The question of the degree of proof necessary to be shown before a defendant can be adjudged guilty of a criminal contempt has never been determined in this State. The nearest approach to the question in our own reported cases is found in Jessup & Moore Paper Co. v. Ford, 7 Del. Ch. 226, 44 A. 778, where the Chancellor discharged a rule to show cause for the reason that the evidence raised what he called a “serious doubt” in his mind as to the alleged contemner’s guilt. This case does not undertake to lay down a general rule upon the subject. Not only is it not inharmonious with, but it is rather consistent with, the rule requiring proof beyond a reasonable doubt as announced by the Supreme Court of the United States in the Gompers Case. The same rule prevailed in the Federal Courts before the Gompers Case arose (Accumulator Co. v. Consolidated Electric Storage Co., [C. C.] 53 F. 793; Bullock, etc. Co. v. Westinghouse, etc., Co., [C. C. A.] 129 F. 105, certiorari denied 194 U. S. 636, 24 S. Ct. 859, 48 L. Ed. 1160), and is quoted with approval in the New Jersey case of Staley v. South Jersey Realty Co., supra. A different rule appears to prevail in Illinois where a charge of contempt for breach of an injunction is held to be supported by a mere preponderance of evidence. It seems to me, however, that the requirement of proof beyond reasonable doubt should be exacted before a charge of criminal contempt can be successfully maintained. Such a view is consonant with the general principles applicable to prosecutions for crimes, in which category a charge of criminal contempt falls, and in principle must have been accorded recognition in the Jessup & Moore Case above referred to, where, it is to be noted, the Chancellor in passing on the evidence before him had regard only to the doubts suggested by it and made no attempt to weigh it in search for its preponderance.

In passing on the guilt of these defendants, I therefore shall proceed on the principle that the evidence must show them to be guilty beyond a reasonable doubt, before they can be held punishable. (The Chancellor then proceeded to review the evidence in detail and announced his conclusions therefrom that Nouris was guilty of the contempt charged and the other two defendants were *285not guilty. With respect to one phase of the contemptuous acts of which Nouris was found guilty, it was argued that Vouros must be found equally guilty as an accessory. Upon this point the Chancellor’s opinion was as follows:)

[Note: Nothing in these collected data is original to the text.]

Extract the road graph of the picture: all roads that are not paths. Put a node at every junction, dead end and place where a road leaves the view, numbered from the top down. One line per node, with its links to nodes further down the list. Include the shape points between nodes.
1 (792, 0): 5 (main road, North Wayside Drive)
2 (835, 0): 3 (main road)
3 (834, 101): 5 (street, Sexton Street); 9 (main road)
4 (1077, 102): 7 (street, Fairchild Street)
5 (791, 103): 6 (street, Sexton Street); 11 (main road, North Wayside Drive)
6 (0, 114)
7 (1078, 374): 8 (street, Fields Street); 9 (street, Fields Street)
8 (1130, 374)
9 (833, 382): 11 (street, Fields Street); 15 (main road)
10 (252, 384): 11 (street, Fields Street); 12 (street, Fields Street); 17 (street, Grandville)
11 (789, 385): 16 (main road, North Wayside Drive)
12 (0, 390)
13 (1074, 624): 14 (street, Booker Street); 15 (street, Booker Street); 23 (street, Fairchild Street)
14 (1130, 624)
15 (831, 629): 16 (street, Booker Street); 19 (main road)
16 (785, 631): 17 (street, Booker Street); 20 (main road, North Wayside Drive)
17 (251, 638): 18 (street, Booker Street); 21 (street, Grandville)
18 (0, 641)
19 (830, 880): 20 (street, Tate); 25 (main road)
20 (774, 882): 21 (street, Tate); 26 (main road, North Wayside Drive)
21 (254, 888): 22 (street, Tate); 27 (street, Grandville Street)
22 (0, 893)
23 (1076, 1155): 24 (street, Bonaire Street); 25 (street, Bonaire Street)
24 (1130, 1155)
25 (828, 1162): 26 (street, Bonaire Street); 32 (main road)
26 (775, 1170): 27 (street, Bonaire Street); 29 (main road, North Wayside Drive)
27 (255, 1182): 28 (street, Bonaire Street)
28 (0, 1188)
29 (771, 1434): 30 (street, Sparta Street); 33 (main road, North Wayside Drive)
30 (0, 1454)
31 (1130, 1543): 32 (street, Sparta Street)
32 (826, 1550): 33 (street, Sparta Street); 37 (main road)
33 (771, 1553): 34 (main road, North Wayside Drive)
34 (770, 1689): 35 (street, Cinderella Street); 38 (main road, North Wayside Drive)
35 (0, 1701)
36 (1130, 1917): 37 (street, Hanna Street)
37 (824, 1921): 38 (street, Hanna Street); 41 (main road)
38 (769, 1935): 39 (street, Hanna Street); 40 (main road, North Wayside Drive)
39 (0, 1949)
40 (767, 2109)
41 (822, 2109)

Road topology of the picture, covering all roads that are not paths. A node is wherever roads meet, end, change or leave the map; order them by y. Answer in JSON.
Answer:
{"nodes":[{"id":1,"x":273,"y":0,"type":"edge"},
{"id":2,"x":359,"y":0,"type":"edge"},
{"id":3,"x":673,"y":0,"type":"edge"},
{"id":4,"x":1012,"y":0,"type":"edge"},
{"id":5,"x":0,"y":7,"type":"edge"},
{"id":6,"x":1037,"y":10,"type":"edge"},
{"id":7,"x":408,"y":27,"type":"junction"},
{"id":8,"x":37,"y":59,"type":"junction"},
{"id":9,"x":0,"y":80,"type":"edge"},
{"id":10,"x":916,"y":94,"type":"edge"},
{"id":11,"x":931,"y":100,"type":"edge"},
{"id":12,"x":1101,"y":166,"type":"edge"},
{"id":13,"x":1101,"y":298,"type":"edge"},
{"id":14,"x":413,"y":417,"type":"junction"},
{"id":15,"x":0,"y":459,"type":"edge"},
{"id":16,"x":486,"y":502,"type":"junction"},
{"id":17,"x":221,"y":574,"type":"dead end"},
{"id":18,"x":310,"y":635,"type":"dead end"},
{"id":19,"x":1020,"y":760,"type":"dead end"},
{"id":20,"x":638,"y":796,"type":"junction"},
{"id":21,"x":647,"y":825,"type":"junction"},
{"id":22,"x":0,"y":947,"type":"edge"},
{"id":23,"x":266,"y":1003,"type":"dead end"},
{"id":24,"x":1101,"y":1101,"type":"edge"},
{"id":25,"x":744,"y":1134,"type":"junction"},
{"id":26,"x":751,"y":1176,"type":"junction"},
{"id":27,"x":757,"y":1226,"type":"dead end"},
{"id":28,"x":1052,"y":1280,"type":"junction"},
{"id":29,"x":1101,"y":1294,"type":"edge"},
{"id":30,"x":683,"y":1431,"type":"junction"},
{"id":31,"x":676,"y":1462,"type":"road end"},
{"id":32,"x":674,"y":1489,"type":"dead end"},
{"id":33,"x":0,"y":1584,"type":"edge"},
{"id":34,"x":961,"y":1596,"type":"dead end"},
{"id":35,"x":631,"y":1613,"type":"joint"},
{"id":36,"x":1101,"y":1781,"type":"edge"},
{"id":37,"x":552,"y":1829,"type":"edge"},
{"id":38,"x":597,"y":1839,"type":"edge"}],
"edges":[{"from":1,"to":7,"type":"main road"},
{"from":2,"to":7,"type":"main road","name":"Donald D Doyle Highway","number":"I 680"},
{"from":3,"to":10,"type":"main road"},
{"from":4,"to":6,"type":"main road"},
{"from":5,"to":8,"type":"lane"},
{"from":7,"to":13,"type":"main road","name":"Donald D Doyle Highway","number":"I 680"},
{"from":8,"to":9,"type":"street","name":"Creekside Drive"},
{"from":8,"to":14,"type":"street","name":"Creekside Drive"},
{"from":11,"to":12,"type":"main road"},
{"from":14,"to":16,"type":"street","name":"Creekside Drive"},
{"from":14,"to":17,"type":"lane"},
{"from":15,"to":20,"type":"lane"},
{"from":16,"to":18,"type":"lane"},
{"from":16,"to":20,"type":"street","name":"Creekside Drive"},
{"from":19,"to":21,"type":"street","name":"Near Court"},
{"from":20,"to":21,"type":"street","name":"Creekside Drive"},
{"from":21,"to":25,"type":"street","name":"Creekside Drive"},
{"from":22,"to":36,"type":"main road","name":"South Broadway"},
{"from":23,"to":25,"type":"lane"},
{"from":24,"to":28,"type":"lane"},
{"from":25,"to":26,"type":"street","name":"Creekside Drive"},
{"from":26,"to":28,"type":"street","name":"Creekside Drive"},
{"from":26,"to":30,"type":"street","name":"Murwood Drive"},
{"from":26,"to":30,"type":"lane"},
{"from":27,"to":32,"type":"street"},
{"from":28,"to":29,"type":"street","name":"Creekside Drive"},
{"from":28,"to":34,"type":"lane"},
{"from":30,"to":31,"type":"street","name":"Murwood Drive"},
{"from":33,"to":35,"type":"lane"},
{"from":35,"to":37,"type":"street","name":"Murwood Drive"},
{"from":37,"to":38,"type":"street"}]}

But this is not the only respect in which Nouris has manifested a contemptuous disregard of the restraining order. It is shown to my mind beyond a reasonable doubt," that he has been guilty of using insulting remarks and gibes at patrons of the restaurant. The witnesses Skelton and Mongello who, so far as the record shows, are totally disinterested, convince me of this. It is argued that in this particular the defendant Vouros is shown to have been equally guilty with Nouris because of the fact that he'was in company with Nouris when the latter uttered his insulting and gibing remarks to which these witnesses testified. This amounts to saying that if Vouros was present with Nouris he must be held to be an accessory to all that the latter said or did. Now a sufficient answer to this contention is this — that merely being in company with a man will not, in the absence of something indicating a participating purpose, make one guilty as an aider and abetter of all that his companion does or says. There is nothing to show but that Vouros was as ignorant of Nouris’ intentions and purposes as any other person on the street. I do not think it would be permissible to hold him responsible for Nouris’ conduct under such circumstances as these.

Nouris was fined twenty-five dollars and costs, amounting to the sum of one hundred and ninety dollars, and in default of payment thereof was committed to the workhouse for thirty days and Vouros and Viollis were discharged as not guilty.